==== PROVIDED RECORDS
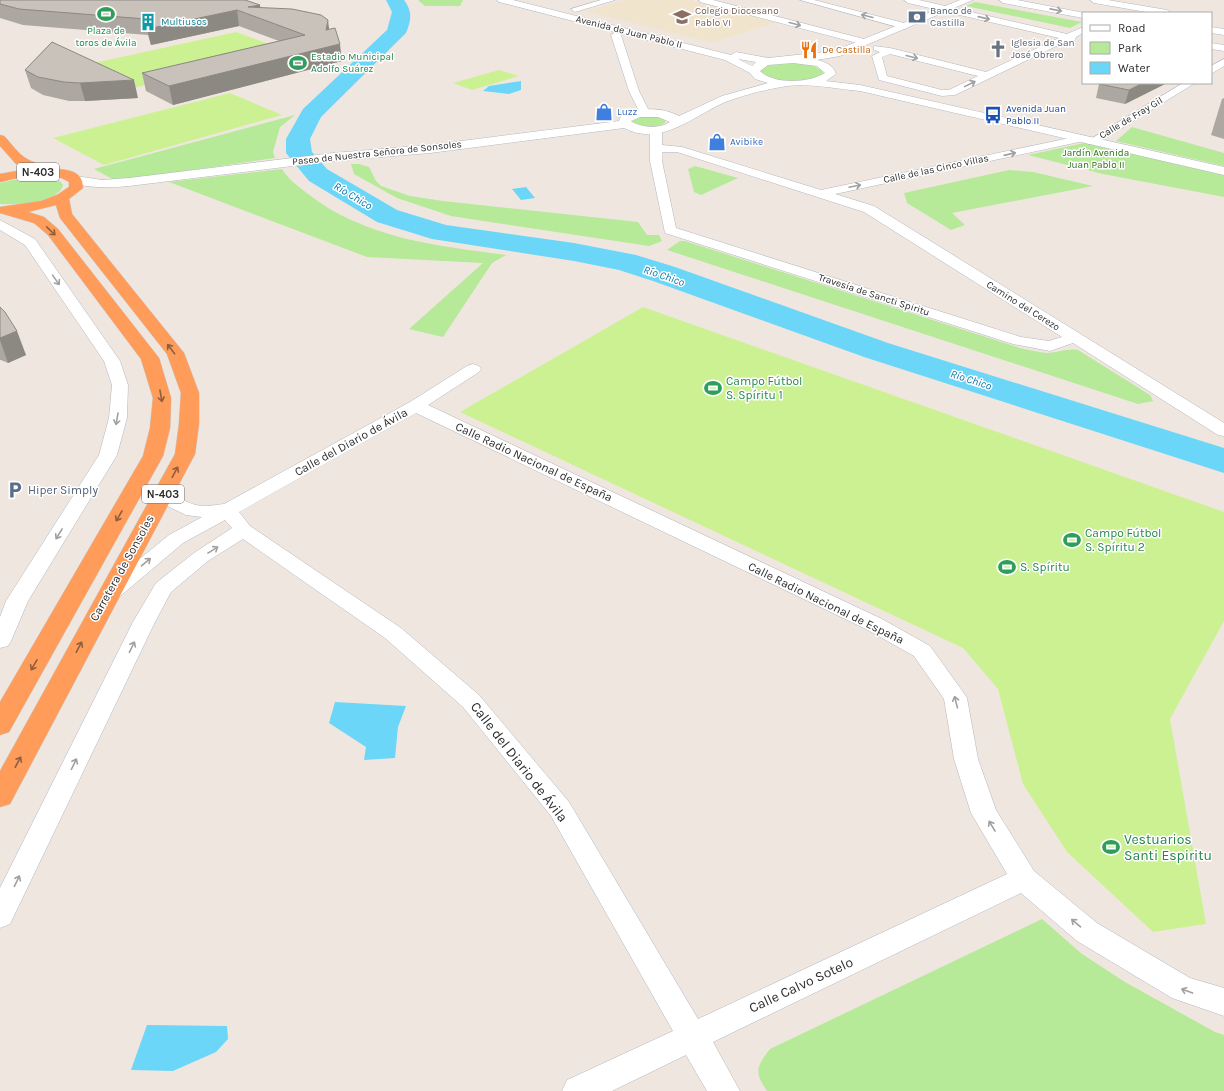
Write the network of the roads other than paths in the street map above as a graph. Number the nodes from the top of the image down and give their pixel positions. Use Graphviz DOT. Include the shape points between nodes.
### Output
graph roads {
  1 [pos="502,0"];
  2 [pos="519,0"];
  3 [pos="611,0"];
  4 [pos="703,0"];
  5 [pos="804,0"];
  6 [pos="908,0"];
  7 [pos="968,0"];
  8 [pos="1003,0"];
  9 [pos="1047,0"];
  10 [pos="1094,0"];
  11 [pos="575,9"];
  12 [pos="946,9"];
  13 [pos="1113,12"];
  14 [pos="1161,12"];
  15 [pos="1082,15"];
  16 [pos="1212,21"];
  17 [pos="1224,23"];
  18 [pos="905,26"];
  19 [pos="1082,30"];
  20 [pos="1212,30"];
  21 [pos="1224,32"];
  22 [pos="616,35"];
  23 [pos="1068,37"];
  24 [pos="1212,38"];
  25 [pos="1082,40"];
  26 [pos="1224,41"];
  27 [pos="863,43"];
  28 [pos="1212,46"];
  29 [pos="1224,48"];
  30 [pos="890,51"];
  31 [pos="836,54"];
  32 [pos="792,60"];
  33 [pos="770,62"];
  34 [pos="1224,62"];
  35 [pos="1212,69"];
  36 [pos="1212,70"];
  37 [pos="829,71"];
  38 [pos="755,73"];
  39 [pos="1224,73"];
  40 [pos="988,76"];
  41 [pos="808,83"];
  42 [pos="792,84"];
  43 [pos="1188,84"];
  44 [pos="860,88"];
  45 [pos="740,92"];
  46 [pos="700,109"];
  47 [pos="645,113"];
  48 [pos="666,114"];
  49 [pos="676,123"];
  50 [pos="626,124"];
  51 [pos="656,130"];
  52 [pos="1052,138"];
  53 [pos="0,139"];
  54 [pos="1086,140"];
  55 [pos="656,148"];
  56 [pos="1224,171"];
  57 [pos="46,172"];
  58 [pos="0,178"];
  59 [pos="76,180"];
  60 [pos="129,182"];
  61 [pos="817,194"];
  62 [pos="65,197"];
  63 [pos="1,215"];
  64 [pos="1074,338"];
  65 [pos="473,369"];
  66 [pos="416,406"];
  67 [pos="1224,431"];
  68 [pos="162,496"];
  69 [pos="228,510"];
  70 [pos="243,530"];
  71 [pos="106,597"];
  72 [pos="2,634"];
  73 [pos="0,725"];
  74 [pos="0,796"];
  75 [pos="1024,879"];
  76 [pos="0,916"];
  77 [pos="1224,1002"];
  78 [pos="692,1037"];
  79 [pos="578,1091"];
  80 [pos="724,1091"];
  1 -- 38 [label="main road, Avenida de Juan Pablo II" via="729,58"];
  2 -- 33 [label="main road, Avenida de Juan Pablo II"];
  3 -- 11 [label="street"];
  4 -- 27 [label="street, one-way"];
  18 -- 5 [label="street, one-way"];
  6 -- 12 [label="street"];
  7 -- 12 [label="main road"];
  8 -- 15 [label="street, one-way"];
  9 -- 13 [label="street"];
  10 -- 14 [label="street"];
  12 -- 18 [label="main road"];
  12 -- 23 [label="street, one-way"];
  16 -- 17 [label="street"];
  18 -- 27 [label="main road"];
  19 -- 23 [label="street"];
  20 -- 21 [label="street"];
  22 -- 47 [label="street" via="634,91"];
  23 -- 25 [label="street"];
  23 -- 40 [label="street"];
  24 -- 26 [label="street"];
  27 -- 30 [label="street"];
  27 -- 31 [label="main road"];
  28 -- 29 [label="street"];
  30 -- 40 [label="street, one-way"];
  30 -- 40 [label="street, one-way" via="877,56 883,78 942,93 952,93"];
  31 -- 32 [label="main road"];
  31 -- 37 [label="main road" via="831,59"];
  32 -- 33 [label="main road"];
  32 -- 37 [label="main road" via="813,63"];
  33 -- 38 [label="main road" via="755,67"];
  34 -- 35 [label="street"];
  36 -- 39 [label="street"];
  37 -- 41 [label="main road" via="820,81"];
  37 -- 44 [label="main road"];
  38 -- 42 [label="main road, Avenida de Juan Pablo II" via="777,82"];
  38 -- 45 [label="main road" via="750,84"];
  41 -- 42 [label="main road"];
  41 -- 44 [label="main road"];
  42 -- 45 [label="main road"];
  43 -- 54 [label="street, Calle de Fray Gil"];
  44 -- 52 [label="main road"];
  45 -- 46 [label="main road"];
  46 -- 48 [label="main road"];
  46 -- 49 [label="main road"];
  47 -- 48 [label="main road"];
  47 -- 50 [label="main road" via="628,117 624,121"];
  48 -- 49 [label="main road" via="674,118"];
  49 -- 51 [label="main road"];
  50 -- 51 [label="main road"];
  50 -- 60 [label="main road, Paseo de Nuestra Señora de Sonsoles" via="430,149 332,157"];
  51 -- 55 [label="street"];
  52 -- 54 [label="main road"];
  61 -- 52 [label="street, Calle de las Cinco Villas, one-way"];
  53 -- 57 [label="highway, N-403" via="21,161"];
  54 -- 56 [label="main road"];
  55 -- 61 [label="street, Camino del Cerezo" via="678,149"];
  55 -- 64 [label="street, Travesía de Sancti Spiritu" via="656,161 670,230 1019,341 1050,346"];
  57 -- 58 [label="highway, N-403" via="30,172"];
  57 -- 59 [label="highway, N-403" via="64,174"];
  59 -- 60 [label="main road, Paseo de Nuestra Señora de Sonsoles" via="102,184"];
  59 -- 62 [label="highway, N-403" via="76,188"];
  60 -- 62 [label="main road, Paseo de Nuestra Señora de Sonsoles"];
  61 -- 64 [label="street, Camino del Cerezo" via="869,209"];
  62 -- 63 [label="highway, N-403" via="45,205"];
  68 -- 62 [label="highway, Carretera de Sonsoles / N-403, one-way" via="185,454 190,393 175,353 65,215"];
  63 -- 72 [label="street, one-way" via="30,242 112,361 120,384 118,418 108,455 17,601"];
  63 -- 73 [label="highway, N-403, one-way" via="39,220 53,232 150,358 162,398 160,428 153,456"];
  64 -- 67 [label="street, Camino del Cerezo"];
  65 -- 66 [label="street, Calle del Diario de Ávila"];
  66 -- 69 [label="street, Calle del Diario de Ávila"];
  75 -- 66 [label="street, Calle Radio Nacional de España, one-way" via="984,812 966,759 955,698 922,652 874,624"];
  68 -- 69 [label="street, Calle del Diario de Ávila" via="193,511"];
  68 -- 71 [label="highway, Carretera de Sonsoles / N-403"];
  69 -- 70 [label="street, Calle del Diario de Ávila"];
  71 -- 69 [label="street, Calle del Diario de Ávila, one-way" via="176,539"];
  76 -- 70 [label="street, one-way" via="163,588 201,557"];
  70 -- 78 [label="street, Calle del Diario de Ávila" via="392,633 471,701 560,809"];
  74 -- 71 [label="highway, Carretera de Sonsoles / N-403, one-way"];
  77 -- 75 [label="street, Calle Radio Nacional de España, one-way" via="1182,990 1087,932"];
  75 -- 78 [label="street, Calle Calvo Sotelo"];
  78 -- 79 [label="street, Calle Calvo Sotelo"];
  78 -- 80 [label="street, Calle del Diario de Ávila"];
}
========
## REQUIRED WORK
Wherever the word "España" appears in the data, return the whole line.

## TASK SOLUTION
  75 -- 66 [label="street, Calle Radio Nacional de España, one-way" via="984,812 966,759 955,698 922,652 874,624"];
  77 -- 75 [label="street, Calle Radio Nacional de España, one-way" via="1182,990 1087,932"];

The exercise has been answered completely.